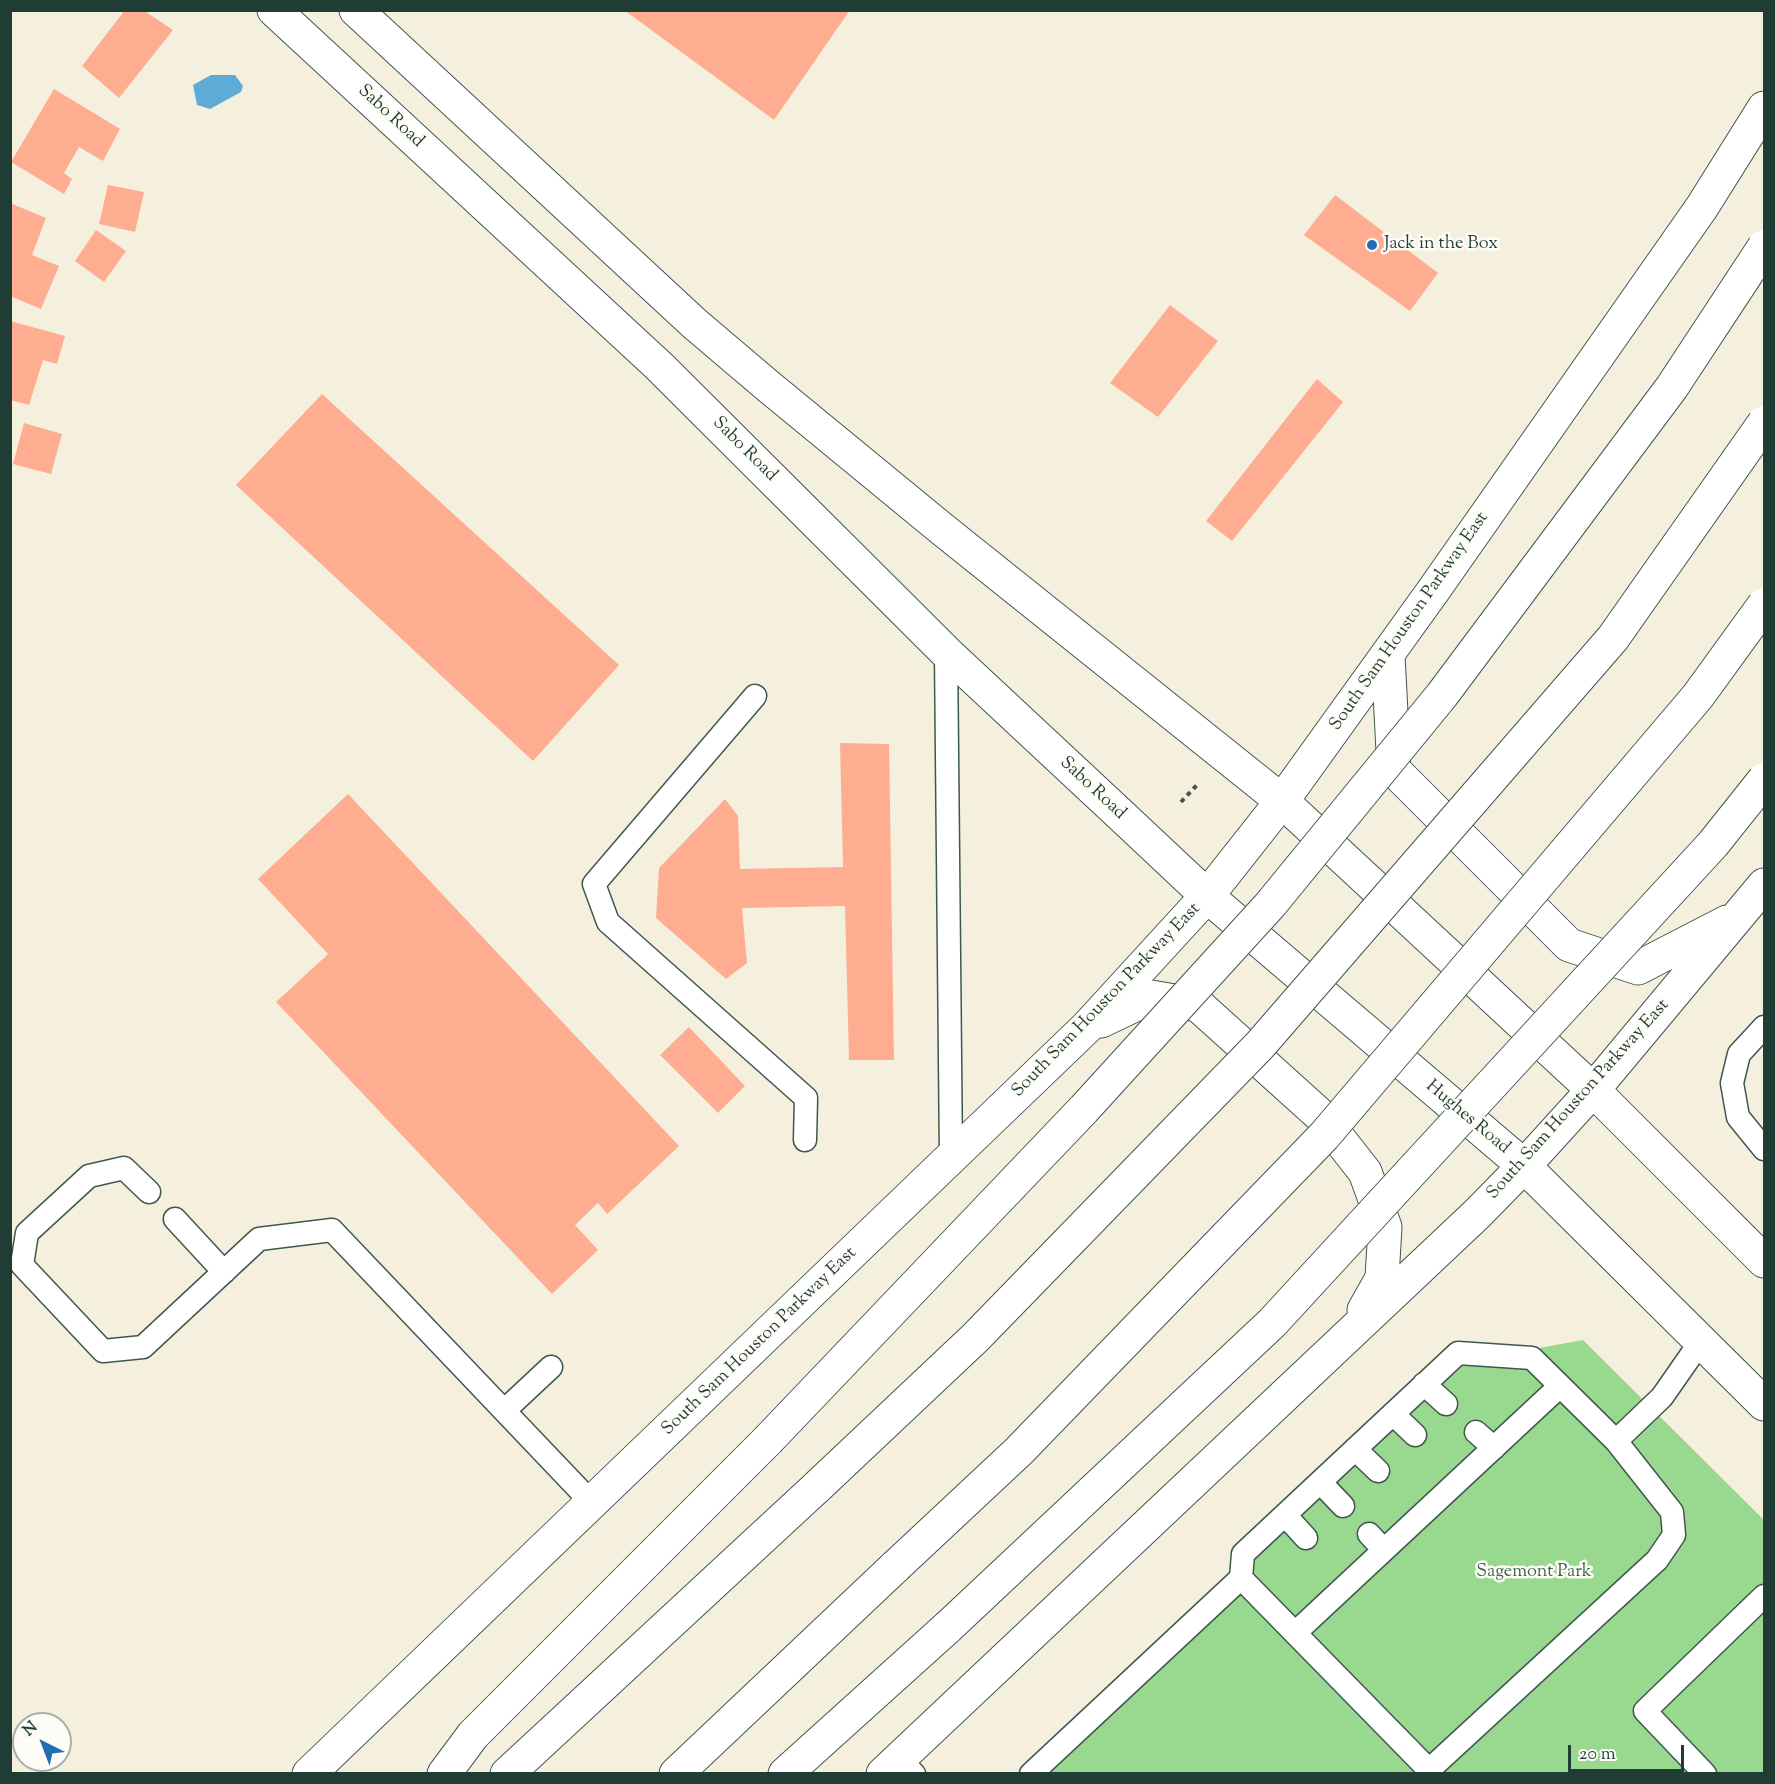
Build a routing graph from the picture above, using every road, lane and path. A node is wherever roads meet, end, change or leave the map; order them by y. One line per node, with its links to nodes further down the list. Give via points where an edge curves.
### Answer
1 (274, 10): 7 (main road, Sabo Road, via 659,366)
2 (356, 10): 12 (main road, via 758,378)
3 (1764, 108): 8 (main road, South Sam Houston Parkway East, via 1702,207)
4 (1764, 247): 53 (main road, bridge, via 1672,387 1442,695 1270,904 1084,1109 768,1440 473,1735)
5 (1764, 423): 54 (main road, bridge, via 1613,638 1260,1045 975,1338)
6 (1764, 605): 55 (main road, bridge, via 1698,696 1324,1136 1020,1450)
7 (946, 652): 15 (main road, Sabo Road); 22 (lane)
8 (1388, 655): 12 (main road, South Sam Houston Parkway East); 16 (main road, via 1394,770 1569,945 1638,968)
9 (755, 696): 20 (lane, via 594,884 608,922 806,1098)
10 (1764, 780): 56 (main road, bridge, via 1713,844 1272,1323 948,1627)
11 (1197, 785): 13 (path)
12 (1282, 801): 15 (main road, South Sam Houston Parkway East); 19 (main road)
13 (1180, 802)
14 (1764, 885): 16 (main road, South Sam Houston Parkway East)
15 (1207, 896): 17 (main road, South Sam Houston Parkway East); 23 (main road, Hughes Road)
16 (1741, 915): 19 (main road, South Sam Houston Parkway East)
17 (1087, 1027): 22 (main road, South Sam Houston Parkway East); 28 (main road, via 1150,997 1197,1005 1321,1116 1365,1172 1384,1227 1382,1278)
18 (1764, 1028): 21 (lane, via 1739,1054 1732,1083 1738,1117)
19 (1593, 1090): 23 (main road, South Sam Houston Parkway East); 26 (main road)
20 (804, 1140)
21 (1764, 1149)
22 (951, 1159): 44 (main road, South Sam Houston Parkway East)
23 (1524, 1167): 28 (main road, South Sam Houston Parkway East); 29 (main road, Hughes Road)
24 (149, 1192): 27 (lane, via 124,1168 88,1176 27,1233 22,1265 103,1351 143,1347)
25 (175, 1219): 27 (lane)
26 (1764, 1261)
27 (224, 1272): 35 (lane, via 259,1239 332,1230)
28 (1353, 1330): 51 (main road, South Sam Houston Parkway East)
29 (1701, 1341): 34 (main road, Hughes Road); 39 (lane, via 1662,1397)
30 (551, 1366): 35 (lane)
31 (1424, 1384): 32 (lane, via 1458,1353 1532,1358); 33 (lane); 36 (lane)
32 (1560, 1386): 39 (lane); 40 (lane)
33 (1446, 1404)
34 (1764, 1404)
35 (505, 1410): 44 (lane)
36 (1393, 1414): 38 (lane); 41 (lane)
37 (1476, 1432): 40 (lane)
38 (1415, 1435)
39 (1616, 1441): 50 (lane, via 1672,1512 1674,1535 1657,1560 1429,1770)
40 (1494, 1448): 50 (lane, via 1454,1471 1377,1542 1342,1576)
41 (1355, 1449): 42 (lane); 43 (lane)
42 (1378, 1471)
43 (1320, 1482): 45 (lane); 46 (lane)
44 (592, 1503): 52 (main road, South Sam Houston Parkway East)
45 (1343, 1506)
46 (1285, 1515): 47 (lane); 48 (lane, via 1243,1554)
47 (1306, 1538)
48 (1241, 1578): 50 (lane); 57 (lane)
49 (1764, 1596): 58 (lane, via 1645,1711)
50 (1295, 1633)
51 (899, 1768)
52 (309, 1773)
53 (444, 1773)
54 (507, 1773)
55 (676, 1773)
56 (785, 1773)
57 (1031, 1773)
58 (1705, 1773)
******
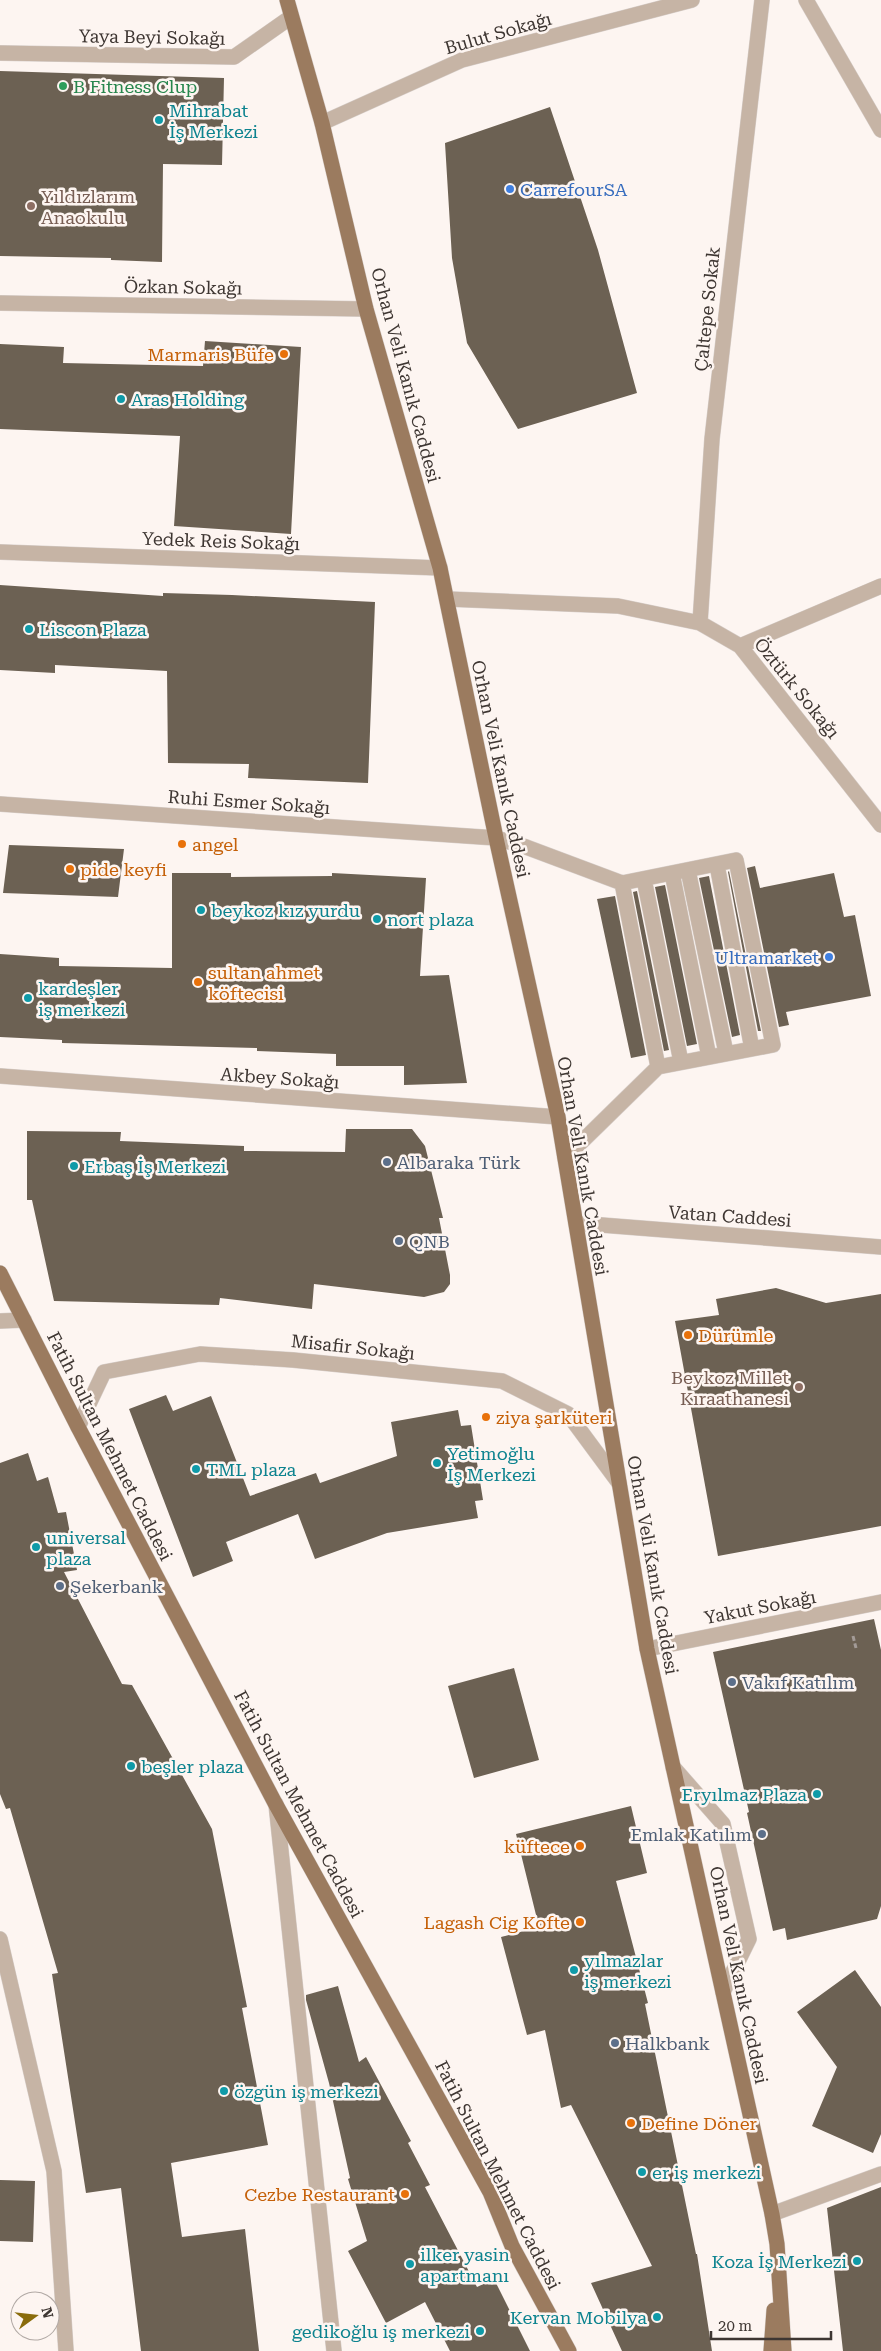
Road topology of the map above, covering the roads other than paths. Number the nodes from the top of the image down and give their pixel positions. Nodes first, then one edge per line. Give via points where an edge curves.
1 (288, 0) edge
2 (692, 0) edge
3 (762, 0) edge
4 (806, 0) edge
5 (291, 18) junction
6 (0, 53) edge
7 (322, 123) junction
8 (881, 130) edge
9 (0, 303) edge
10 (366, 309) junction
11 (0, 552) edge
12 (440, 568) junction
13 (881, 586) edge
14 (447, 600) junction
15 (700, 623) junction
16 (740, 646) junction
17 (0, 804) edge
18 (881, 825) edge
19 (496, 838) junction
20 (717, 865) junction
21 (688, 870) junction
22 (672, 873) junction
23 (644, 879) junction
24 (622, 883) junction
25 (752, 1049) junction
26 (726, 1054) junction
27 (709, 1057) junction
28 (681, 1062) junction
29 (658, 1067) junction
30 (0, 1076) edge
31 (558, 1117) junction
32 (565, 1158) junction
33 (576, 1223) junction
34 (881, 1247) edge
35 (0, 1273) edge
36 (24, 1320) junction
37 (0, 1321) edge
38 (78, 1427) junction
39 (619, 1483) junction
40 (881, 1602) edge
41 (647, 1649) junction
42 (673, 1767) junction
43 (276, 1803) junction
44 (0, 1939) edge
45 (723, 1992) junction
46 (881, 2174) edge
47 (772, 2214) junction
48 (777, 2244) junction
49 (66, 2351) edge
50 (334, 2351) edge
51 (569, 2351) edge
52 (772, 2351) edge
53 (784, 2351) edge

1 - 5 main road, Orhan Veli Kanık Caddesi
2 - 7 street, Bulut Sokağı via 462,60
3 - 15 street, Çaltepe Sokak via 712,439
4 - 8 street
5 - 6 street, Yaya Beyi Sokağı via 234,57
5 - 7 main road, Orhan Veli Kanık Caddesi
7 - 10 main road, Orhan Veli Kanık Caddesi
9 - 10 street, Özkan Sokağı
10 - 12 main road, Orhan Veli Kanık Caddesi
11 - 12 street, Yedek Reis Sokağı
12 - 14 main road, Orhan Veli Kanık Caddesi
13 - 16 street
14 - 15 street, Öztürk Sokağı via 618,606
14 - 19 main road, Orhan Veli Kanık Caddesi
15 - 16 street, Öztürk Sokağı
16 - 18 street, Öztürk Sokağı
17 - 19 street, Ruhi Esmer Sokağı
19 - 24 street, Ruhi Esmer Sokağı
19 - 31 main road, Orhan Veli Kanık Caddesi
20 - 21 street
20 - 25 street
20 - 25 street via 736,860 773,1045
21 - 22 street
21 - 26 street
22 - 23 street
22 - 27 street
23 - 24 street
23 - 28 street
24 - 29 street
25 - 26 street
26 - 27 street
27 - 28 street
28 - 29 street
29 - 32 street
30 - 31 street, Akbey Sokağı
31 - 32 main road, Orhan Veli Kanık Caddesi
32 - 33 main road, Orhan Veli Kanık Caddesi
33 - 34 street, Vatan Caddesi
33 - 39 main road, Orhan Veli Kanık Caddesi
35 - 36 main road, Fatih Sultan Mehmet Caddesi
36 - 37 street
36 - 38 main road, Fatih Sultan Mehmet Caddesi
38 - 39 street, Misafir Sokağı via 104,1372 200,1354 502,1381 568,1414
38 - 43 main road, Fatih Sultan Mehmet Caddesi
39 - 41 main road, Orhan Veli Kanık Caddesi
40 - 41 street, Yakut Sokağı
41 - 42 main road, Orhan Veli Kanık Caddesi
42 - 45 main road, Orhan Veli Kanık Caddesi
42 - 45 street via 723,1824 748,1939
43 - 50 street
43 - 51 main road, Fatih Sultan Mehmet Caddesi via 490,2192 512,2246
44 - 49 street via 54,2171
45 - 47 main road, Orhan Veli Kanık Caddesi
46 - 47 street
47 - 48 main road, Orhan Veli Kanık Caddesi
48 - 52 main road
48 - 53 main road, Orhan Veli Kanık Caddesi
******
Check each line of the records for the string "Hughes" and copy those that have it.

15 (1207, 896): 17 (main road, South Sam Houston Parkway East); 23 (main road, Hughes Road)
23 (1524, 1167): 28 (main road, South Sam Houston Parkway East); 29 (main road, Hughes Road)
29 (1701, 1341): 34 (main road, Hughes Road); 39 (lane, via 1662,1397)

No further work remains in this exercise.